■ What you have to do ■
For the data below, report how many lines include the word "border", and write nothing else.

■ Stored data entries ■
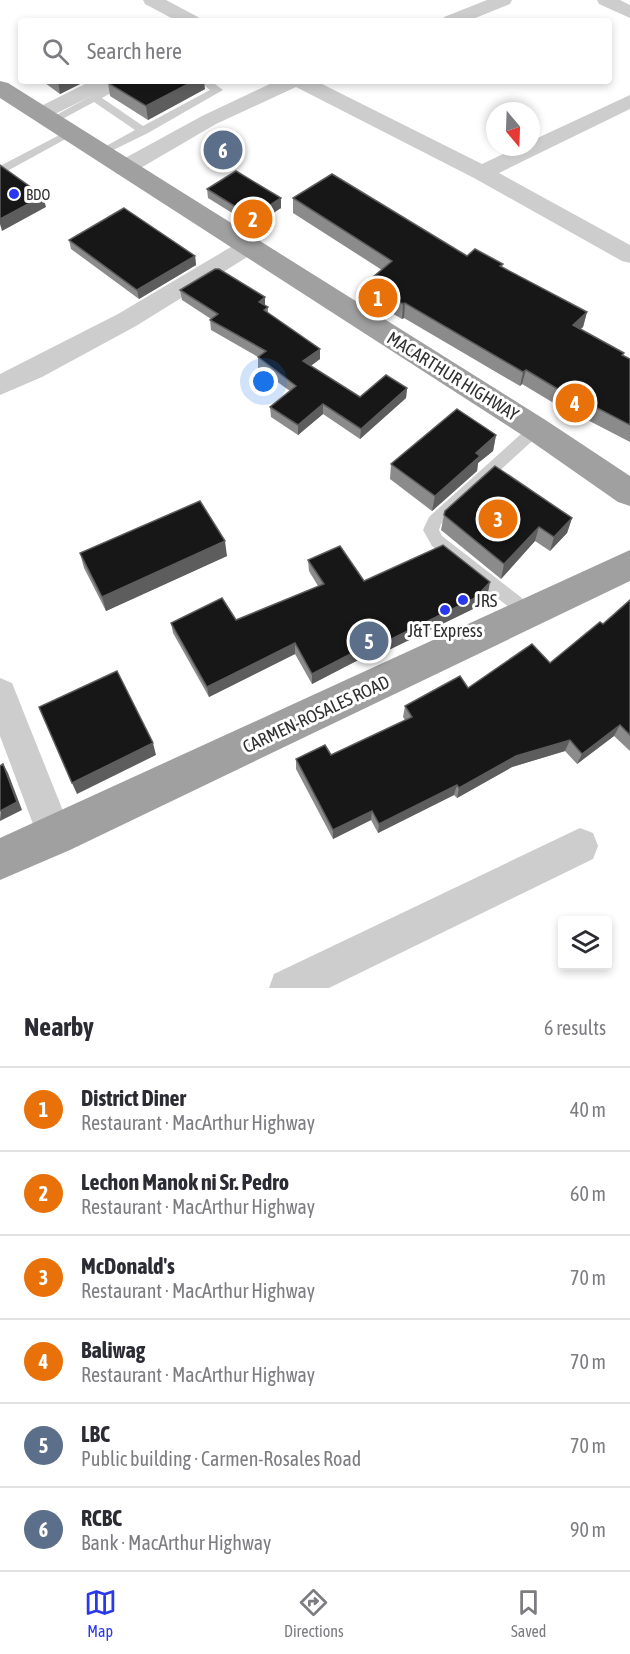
<!DOCTYPE html>
<html lang="en">
<head>
<meta charset="utf-8">
<style>
  :root { --surface:#fff; --page:#f2f2f3; --text:#2b2b33; --muted:#7c7c81; --line:#e1e1e2; --accent:#2938ef }
  body { margin:0; font-family:"Asap Condensed",sans-serif; background:var(--page); color:var(--text) }
  .controls { position:absolute; right:18px; bottom:18px; display:grid; overflow:hidden; border-radius:6px; box-shadow:0 3px 9px #0003 }
  .controls button { width:54px; height:54px; display:grid; place-items:center; padding:0; border:0; border-bottom:2px solid var(--line); background:var(--surface); color:var(--text); font:30px sans-serif }
  .compass { position:absolute; left:486px; top:102px; width:54px; height:54px; border-radius:50%; background:var(--surface); box-shadow:0 3px 9px #0003; rotate:161deg }
  .you { position:absolute; left:264px; top:382px; width:21px; height:21px; margin:-15px; border:4px solid #fff; border-radius:50%; background:#1a73e8; box-shadow:0 0 0 9px #1a73e833 }
  .badge { display:grid; place-items:center; width:39px; height:39px; border-radius:50%; background:var(--accent); color:#fff; font-size:20px; font-weight:700 }
  .pin { position:absolute; translate:-50% -50%; border:3px solid #fff; box-shadow:0 2px 6px #0006 }
  .list { margin:0; padding:0; list-style:none }
  h2 { display:flex; justify-content:space-between; align-items:center; height:78px; margin:0; padding:0 24px; font-size:26px }
  h2 small { font-size:20px; font-weight:400; color:var(--muted) }
  .list li { display:grid; grid-template-columns:39px 1fr auto; gap:18px; align-items:center; box-sizing:border-box; height:84px; padding:0 24px; border-top:2px solid var(--line) }
  .list b { display:block; font-size:22px; white-space:nowrap }
  .list p { margin:0; font-size:20px; white-space:nowrap; color:var(--muted) }
  .list em { font-size:20px; font-style:normal; color:var(--muted) }
  .icon { flex:none; width:33px; height:33px; fill:none; stroke:currentColor; stroke-width:2; stroke-linecap:round; stroke-linejoin:round }
  .map { position:relative; flex:none; width:630px; height:988px; overflow:hidden }
  .search { position:absolute; background:var(--surface); box-shadow:0 3px 9px #0003; left:18px; right:18px; top:18px; height:66px; display:flex; align-items:center; gap:15px; box-sizing:border-box; padding:0 21px; border-radius:6px; color:var(--muted); font-size:22px }
  .sheet { height:582px; background:var(--surface) }
  nav { display:flex; justify-content:space-around; align-items:center; box-sizing:border-box; height:84px; border-top:2px solid var(--line); background:var(--surface); font-size:16px; color:var(--muted) }
  nav a { display:grid; justify-items:center; gap:3px }
  nav .on { color:var(--accent) }
  .map>svg:first-child { display:block }
</style>
</head>
<body>
<div class="map">
<svg width="630" height="988" viewBox="0 0 630 988">
  <rect width="100%" height="100%" fill="#fff"/>
  <g fill="none" stroke-linecap="round" stroke-linejoin="round">
    <!-- service -->
    <path fill="#cdcdcd" fill-rule="evenodd" d="M 119,81 L 132,81 L 102,98 L 143,126 L 210,90 L 199,81 L 211,81 L 223,90 L 148,133 L 101,156 L 97,155 L 97,151 L 135,130 L 94,102 L 55,123 L 47,123 L 45,121 Z
      M 69,130 L 73,131 L 73,135 L 0,175 L 0,166 Z
      M 536,424 L 543,429 L 541,433 L 441,524 L 439,530 L 442,536 L 536,609 L 538,614 L 536,619 L 530,621 L 524,619 L 432,546 L 423,530 L 429,517 L 531,425 Z"/>
    <!-- minor -->
    <path fill="#cdcdcd" fill-rule="evenodd" d="M 143,0 L 166,0 L 198,17 L 200,21 L 177,21 L 145,4 Z
      M 487,0 L 512,0 L 510,4 L 468,21 L 442,21 L 444,17 Z
      M 597,0 L 620,0 L 630,5 L 630,18 L 599,4 Z
      M 91,81 L 117,81 L 114,85 L 47,118 L 40,120 L 33,118 L 30,114 L 33,110 Z
      M 276,81 L 316,81 L 482,164 L 518,147 L 531,147 L 531,141 L 630,95 L 630,109 L 499,173 L 630,245 L 630,263 L 622,261 L 474,178 L 296,87 L 216,124 L 132,173 L 124,175 L 116,173 L 113,168 L 116,163 L 202,116 Z
      M 249,238 L 257,241 L 261,246 L 257,251 L 136,326 L 42,377 L 0,395 L 0,374 L 118,314 L 241,241 Z
      M 0,678 L 12,683 L 73,836 L 68,848 L 55,854 L 42,848 L 0,736 Z
      M 580,828 L 593,833 L 598,846 L 593,859 L 329,988 L 269,988 L 274,974 Z"/>
    <!-- trunk -->
    <path fill="#a0a0a0" fill-rule="evenodd" d="M 0,81 L 8,83 L 547,421 L 630,476 L 630,506 L 618,502 L 525,437 L 0,98 Z
      M 630,550 L 630,581 L 70,850 L 0,880 L 0,838 Z"/>
  </g>
  <!-- wall -->
  <path fill="#8b8b8b" d="M 44,81 L 86,81 L 60,94 L 45,83 Z
    M 108,83 L 205,89 L 148,120 L 110,96 Z
    M 207,189 L 281,208 L 253,226 L 208,198 Z
    M 293,198 L 467,256 L 503,264 L 502,267 L 587,312 L 583,327 L 580,329 L 630,359 L 630,442 L 574,413 L 572,414 L 522,384 L 520,386 L 404,318 L 402,319 L 365,298 L 366,283 L 382,270 L 293,213 Z
    M 69,240 L 195,256 L 196,265 L 139,299 L 71,249 Z
    M 180,290 L 265,297 L 265,305 L 268,307 L 268,313 L 320,359 L 311,366 L 360,397 L 407,388 L 406,398 L 360,439 L 323,414 L 298,435 L 271,417 L 270,407 L 290,391 L 258,368 L 258,357 L 211,330 L 210,320 L 211,319 L 182,300 Z
    M 496,435 L 493,451 L 478,463 L 477,471 L 432,511 L 390,479 L 391,464 Z
    M 444,515 L 572,518 L 567,533 L 550,551 L 535,541 L 501,579 L 441,530 Z
    M 80,553 L 227,556 L 106,611 L 84,568 Z
    M 308,560 L 364,581 L 488,593 L 473,609 L 366,661 L 364,657 L 312,684 L 295,654 L 209,697 L 173,633 L 171,623 L 236,620 L 318,586 L 309,571 Z
    M 630,600 L 630,751 L 614,736 L 577,764 L 565,751 L 512,767 L 457,798 L 454,795 L 378,833 L 371,820 L 333,839 L 296,769 L 296,759 L 331,755 L 405,720 L 403,717 L 405,706 L 468,688 L 550,663 L 603,624 Z"/>
  <!-- shaded-wall -->
  <path fill="#5d5d5d" d="M 58,81 L 86,81 L 60,94 Z
    M 194,81 L 204,81 L 205,89 L 148,120 L 146,106 Z
    M 43,196 L 46,207 L 2,231 L 0,224 L 0,219 Z
    M 281,198 L 281,208 L 253,226 L 252,217 Z
    M 195,256 L 196,265 L 139,299 L 137,290 Z
    M 265,297 L 265,307 L 259,302 Z
    M 405,303 L 404,318 L 402,319 L 403,304 Z
    M 587,312 L 583,327 L 569,340 L 573,325 Z
    M 320,349 L 320,359 L 303,371 L 303,361 Z
    M 526,370 L 522,384 L 520,386 L 523,372 Z
    M 407,388 L 406,398 L 360,439 L 361,429 Z
    M 578,398 L 574,413 L 572,414 L 576,400 Z
    M 323,404 L 323,414 L 298,435 L 298,425 Z
    M 496,435 L 493,451 L 478,463 L 477,471 L 432,511 L 435,496 L 476,453 Z
    M 572,518 L 567,533 L 550,551 L 554,537 Z
    M 539,527 L 535,541 L 501,579 L 504,564 Z
    M 225,541 L 227,556 L 106,611 L 102,597 Z
    M 490,582 L 488,593 L 473,609 L 366,661 L 367,651 Z
    M 295,643 L 295,654 L 209,697 L 207,687 Z
    M 364,647 L 364,657 L 312,684 L 312,674 Z
    M 620,725 L 614,736 L 577,764 L 582,754 Z
    M 570,740 L 565,751 L 512,767 L 457,798 L 459,788 L 516,756 Z
    M 153,743 L 156,755 L 77,794 L 72,783 Z
    M 3,764 L 8,773 L 22,810 L 0,821 Z
    M 457,785 L 454,795 L 378,833 L 379,824 Z
    M 372,811 L 371,820 L 333,839 L 333,830 Z"/>
  <!-- building -->
  <path fill="#171717" stroke="#5d5d5d" stroke-width="1.5" d="M 111,81 L 194,81 L 146,106 L 108,83 Z
    M 0,165 L 43,196 L 0,219 Z
    M 236,171 L 281,198 L 252,217 L 207,189 Z
    M 332,174 L 467,256 L 475,249 L 503,264 L 500,266 L 587,312 L 573,325 L 624,353 L 622,355 L 630,359 L 630,425 L 578,398 L 576,400 L 526,370 L 523,372 L 405,303 L 403,304 L 366,283 L 392,261 L 293,198 Z
    M 124,208 L 195,256 L 137,290 L 69,240 Z
    M 215,269 L 219,269 L 265,297 L 259,302 L 268,307 L 264,310 L 320,349 L 303,361 L 360,397 L 386,375 L 407,388 L 361,429 L 323,404 L 298,425 L 270,407 L 296,386 L 258,357 L 266,351 L 210,320 L 218,314 L 180,290 Z
    M 457,409 L 496,435 L 476,453 L 480,456 L 435,496 L 391,464 Z
    M 495,466 L 572,518 L 554,537 L 539,527 L 504,564 L 444,515 L 445,511 Z
    M 200,501 L 225,541 L 102,597 L 80,553 Z
    M 443,545 L 490,582 L 475,598 L 367,651 L 364,647 L 312,674 L 295,643 L 207,687 L 171,623 L 222,598 L 236,620 L 324,584 L 308,560 L 340,546 L 364,581 Z
    M 630,600 L 630,735 L 620,725 L 582,754 L 570,740 L 516,756 L 459,788 L 457,785 L 379,824 L 372,811 L 333,830 L 296,759 L 325,745 L 331,755 L 412,717 L 405,706 L 460,676 L 468,688 L 532,644 L 550,663 L 600,622 L 603,624 Z
    M 117,671 L 153,743 L 72,783 L 39,707 Z
    M 3,764 L 17,802 L 0,811 L 0,766 Z"/>
  <!-- markers -->
  <g fill="#2938ef" stroke="#fff" stroke-width="2">
    <circle cx="14" cy="194" r="6"/>
    <circle cx="463" cy="600" r="6"/>
    <circle cx="445" cy="610" r="6"/>
  </g>
  <g text-anchor="middle" dominant-baseline="central" stroke-width="6" stroke-linejoin="round" paint-order="stroke">
    <!-- far-poi labels -->
    <g font-size="15" fill="#303030" stroke="#fff" text-anchor="start">
      <text x="26" y="194">BDO</text>
    </g>
    <!-- street labels -->
    <g font-size="18" fill="#303030" stroke="#fff">
      <text transform="translate(453 376) rotate(32)">MACARTHUR HIGHWAY</text>
      <text transform="translate(316 714) rotate(-25)">CARMEN-ROSALES ROAD</text>
    </g>
    <!-- poi labels -->
    <g font-size="18" fill="#303030" stroke="#fff" text-anchor="start">
      <text x="475" y="600">JRS</text>
      <text x="445" y="630" text-anchor="middle">J&amp;T Express</text>
    </g>
  </g>
</svg>
<div class="controls">
<button><svg class="icon" aria-label="layers" viewBox="0 0 24 24"><path d="M12 4l9 5-9 5-9-5zM3 14l9 5 9-5"/></svg></button>
</div>
<svg class="compass" viewBox="-18 -18 36 36"><path d="M0-13l5 13h-10z" fill="#e53935"/><path d="M0 13l5-13h-10z" fill="#7c7c81"/></svg>
<div class="you"></div>
<div class="pin badge" style="left:378px;top:298px;background:#e8710a">1</div>
<div class="pin badge" style="left:253px;top:219px;background:#e8710a">2</div>
<div class="pin badge" style="left:498px;top:519px;background:#e8710a">3</div>
<div class="pin badge" style="left:575px;top:403px;background:#e8710a">4</div>
<div class="pin badge" style="left:369px;top:641px;background:#5c6f8a">5</div>
<div class="pin badge" style="left:223px;top:150px;background:#5c6f8a">6</div>
<div class="search"><svg class="icon" aria-label="search" viewBox="0 0 24 24"><circle cx="10" cy="10" r="6"/><path d="M15 15l6 6"/></svg>Search here</div>
</div>
<section class="sheet">
<h2>Nearby<small>6 results</small></h2>
<ul class="list">
<li><span class="badge" style="background:#e8710a">1</span><div><b>District Diner</b><p>Restaurant · MacArthur Highway</p></div><em>40 m</em></li>
<li><span class="badge" style="background:#e8710a">2</span><div><b>Lechon Manok ni Sr. Pedro</b><p>Restaurant · MacArthur Highway</p></div><em>60 m</em></li>
<li><span class="badge" style="background:#e8710a">3</span><div><b>McDonald's</b><p>Restaurant · MacArthur Highway</p></div><em>70 m</em></li>
<li><span class="badge" style="background:#e8710a">4</span><div><b>Baliwag</b><p>Restaurant · MacArthur Highway</p></div><em>70 m</em></li>
<li><span class="badge" style="background:#5c6f8a">5</span><div><b>LBC</b><p>Public building · Carmen-Rosales Road</p></div><em>70 m</em></li>
<li><span class="badge" style="background:#5c6f8a">6</span><div><b>RCBC</b><p>Bank · MacArthur Highway</p></div><em>90 m</em></li>
</ul>
</section>
<nav>
<a class="on"><svg class="icon" aria-label="map" viewBox="0 0 24 24"><path d="M3 6l6-2 6 2 6-2v14l-6 2-6-2-6 2zM9 4v14M15 6v14"/></svg>Map</a>
<a><svg class="icon" aria-label="directions" viewBox="0 0 24 24"><path d="M12 3l9 9-9 9-9-9zM9 14v-3h6M13 9l2 2-2 2"/></svg>Directions</a>
<a><svg class="icon" aria-label="saved" viewBox="0 0 24 24"><path d="M7 4h10v16l-5-4-5 4z"/></svg>Saved</a>
</nav>
</body>
</html>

■ Expected output ■
9